Updated by polachok almost 16 years ago

Under what circumstances does the panic occur? During boot?

Yes, during boot.

Actions

#3

Updated by dillon almost 16 years ago

:Alexander Polakov <polachok@gmail.com> added the comment:
:
:>Under what circumstances does the panic occur?
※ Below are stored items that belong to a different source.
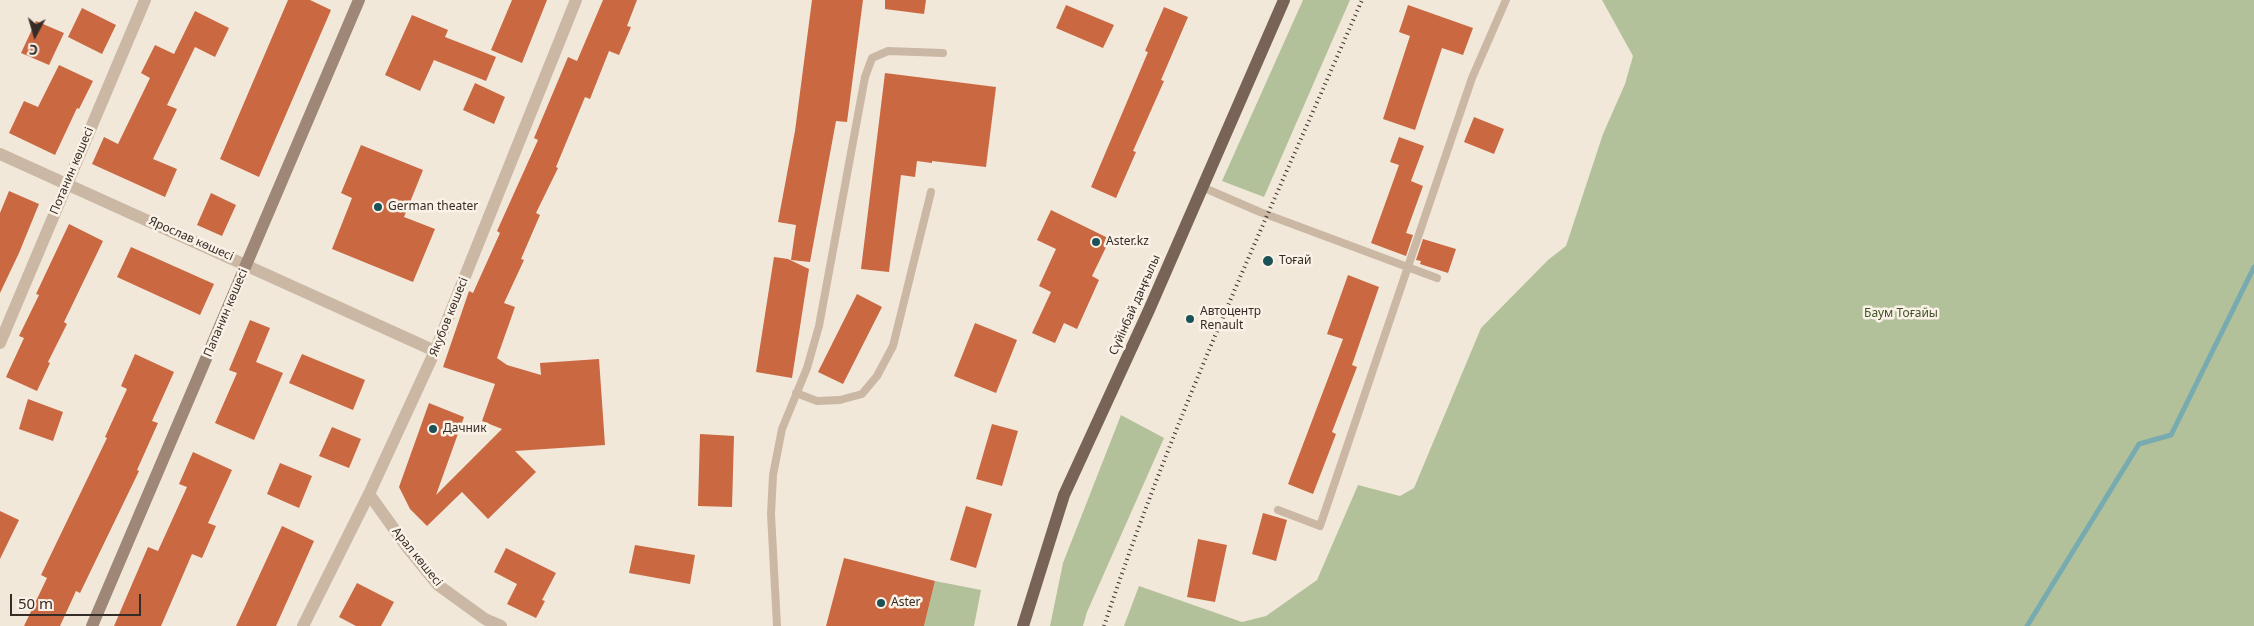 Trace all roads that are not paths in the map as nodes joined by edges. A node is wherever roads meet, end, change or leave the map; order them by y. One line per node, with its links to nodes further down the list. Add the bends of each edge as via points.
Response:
1 (145, 0): 8 (street, Потанин көшесі)
2 (359, 0): 11 (main road, Папанин көшесі)
3 (576, 0): 15 (street, Якубов көшесі)
4 (1284, 0): 9 (main road, Сүйінбай даңғылы)
5 (1506, 0): 12 (lane, via 1472,78)
6 (943, 53): 16 (lane, via 888,52 872,58 865,77 819,326 808,368)
7 (0, 154): 8 (street, Ярослав көшесі)
8 (66, 183): 11 (street, Ярослав көшесі); 14 (street, Потанин көшесі)
9 (1202, 187): 12 (lane); 23 (main road, Сүйінбай даңғылы, via 1064,495)
10 (930, 192): 16 (lane, via 893,346 877,376 862,394 840,400 817,401)
11 (247, 264): 15 (street, Ярослав көшесі); 19 (main road, Папанин көшесі)
12 (1408, 268): 13 (lane); 18 (lane, via 1320,526)
13 (1436, 278)
14 (0, 343)
15 (435, 351): 17 (street, Якубов көшесі)
16 (796, 393): 22 (lane, via 782,428 773,475 771,514)
17 (369, 494): 20 (street, Якубов көшесі); 21 (street, Арал көшесі, via 438,586)
18 (1278, 510)
19 (92, 626)
20 (303, 626)
21 (501, 626)
22 (777, 626)
23 (1023, 626)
During boot?
:
:Yes, during boot.

Hmm.  Your AHCI part does not support NCQ so there is no SACT register
    at all on-chip.  Here's a patch which should conditionalize-out the
    SACT register accesses:

fetch http://apollo.backplane.com/DFlyMisc/ahci07.patch

The actual crash is an assertion on the CI register, though, so my
    expectation is that it will still crash.

The ahci port stop/start sequence is supposed to clear CI.  Another
    thing I tried in the patch was to put a delay between the port stop
    and port start, and also after the port start.

Lets see if either of these adjustments fixes your problem.  if they
    do I'd like you to then remove the ahci_os_sleep() calls I added
    in the patch and test again, so I can determine what actual fix is
    needed.

If the problem still persists I'm a bit at a loss as the port stop/start
    sequence is always supposed to reset CI to 0.

-Matt
                    Matthew Dillon 
                    &lt;dillon@backplane.com&gt;

Actions

#4

Updated by polachok almost 16 years ago

Still crashes: http://omploader.org/vMjR4Mg

Actions

#5

Updated by dillon almost 16 years ago

:Alexander Polakov <polachok@gmail.com> added the comment:
:
:Still crashes: http://omploader.org/vMjR4Mg

See if you can get the messages before the crash backtrace (see if
    you can get a crash that does not have a secondary NMI crash which
    scrolls the extra information I printed out off the screen).

-Matt
                    Matthew Dillon 
                    &lt;dillon@backplane.com&gt;

Actions

#6

Updated by dillon almost 16 years ago

: See if you can get the messages before the crash backtrace (see if
: you can get a crash that does not have a secondary NMI crash which
: scrolls the extra information I printed out off the screen).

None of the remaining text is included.